The DPP could have, had he been interested, easily discovered this.

On her part, the Government Valuer Teresia Kimondiu gave a value of 1.43 billion yen against a sale price of 1.75 billion yen.

The prosecution argued that the 318.7 million yen difference between the price and the valuation was was an illegal benefit to the vendor, Mr Nobuo Kuriyama.

UNRELIABLE FIGURE

There are two reasons why the EACC and the DPP are wrong on this.

First, in 2007 this same property had been mortgaged for 1.94 billion yen, a critical point given the fact that mortgages in Japan are usually 80 per cent of the value of the property.

Second, valuation is not the same as price. A valuation provides a guide to negotiation but the price is what a willing buyer and a willing seller agree to given the market conditions.

This point was made clear in 2008 when the government sold consular property in Lagos.
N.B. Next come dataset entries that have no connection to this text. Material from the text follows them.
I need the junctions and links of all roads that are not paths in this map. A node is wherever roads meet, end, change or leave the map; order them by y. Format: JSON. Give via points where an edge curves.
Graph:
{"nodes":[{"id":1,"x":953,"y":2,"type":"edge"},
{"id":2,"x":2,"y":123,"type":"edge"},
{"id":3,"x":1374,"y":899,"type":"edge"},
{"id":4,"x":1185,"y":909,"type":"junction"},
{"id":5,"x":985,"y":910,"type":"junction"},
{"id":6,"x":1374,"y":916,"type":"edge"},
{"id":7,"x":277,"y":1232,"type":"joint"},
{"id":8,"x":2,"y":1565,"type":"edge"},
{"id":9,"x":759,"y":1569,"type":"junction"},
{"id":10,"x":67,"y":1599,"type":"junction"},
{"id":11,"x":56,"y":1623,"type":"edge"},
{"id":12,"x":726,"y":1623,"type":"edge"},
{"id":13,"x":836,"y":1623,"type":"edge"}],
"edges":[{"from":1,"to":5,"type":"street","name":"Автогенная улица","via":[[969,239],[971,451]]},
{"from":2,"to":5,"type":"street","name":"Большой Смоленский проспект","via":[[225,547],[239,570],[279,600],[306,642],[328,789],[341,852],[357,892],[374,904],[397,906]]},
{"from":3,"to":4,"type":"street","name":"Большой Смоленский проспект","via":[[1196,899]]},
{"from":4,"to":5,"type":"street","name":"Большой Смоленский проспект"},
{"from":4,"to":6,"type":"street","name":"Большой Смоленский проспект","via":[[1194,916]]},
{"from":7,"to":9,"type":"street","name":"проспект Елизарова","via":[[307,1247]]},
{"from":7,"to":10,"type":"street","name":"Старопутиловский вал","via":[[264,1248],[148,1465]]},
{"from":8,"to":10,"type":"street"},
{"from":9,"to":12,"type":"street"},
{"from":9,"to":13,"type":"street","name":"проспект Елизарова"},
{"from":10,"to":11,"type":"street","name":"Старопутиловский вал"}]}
There were two valuations there: a government valuation by the very Teresia W. Kimondiu and a valuation by a private Nigerian valuer.

Kimondiu valued the Lagos property at Ksh 391,430,000 whilst the private valuer put it at Ksh 428,996, 252.

The sale price was Ksh 994,205,065, a variation of 154 per cent between the official valuation and the eventual price.

But there were special difficulties in the way Ms Kimondiu valued the Tokyo property that makes her figure totally unreliable as a basis for a criminal charge.

She gave a value of 1.43 billion but, as in the Coral Corporation valuation, this was the value of the land only.

She gave a separate value for buildings, 149,318,200 million yen, which she excluded from the total value of the property on the mistaken view buildings as old as these ones were obsolescent.

In fact as a Government of Japan note verbale to the Kenya government pointed out, buildings in the country have a much longer life-span.

The obsolescence rule was tax purposes only. Had the value of the buildings been included in Kimondiu’s figure, the value would have been 1.58 billion Yen, making a variation of only 9.7 percent between valuation and price.

Wachira Maina, a constitutional lawyer, reviewed the evidence files for the defence in this case.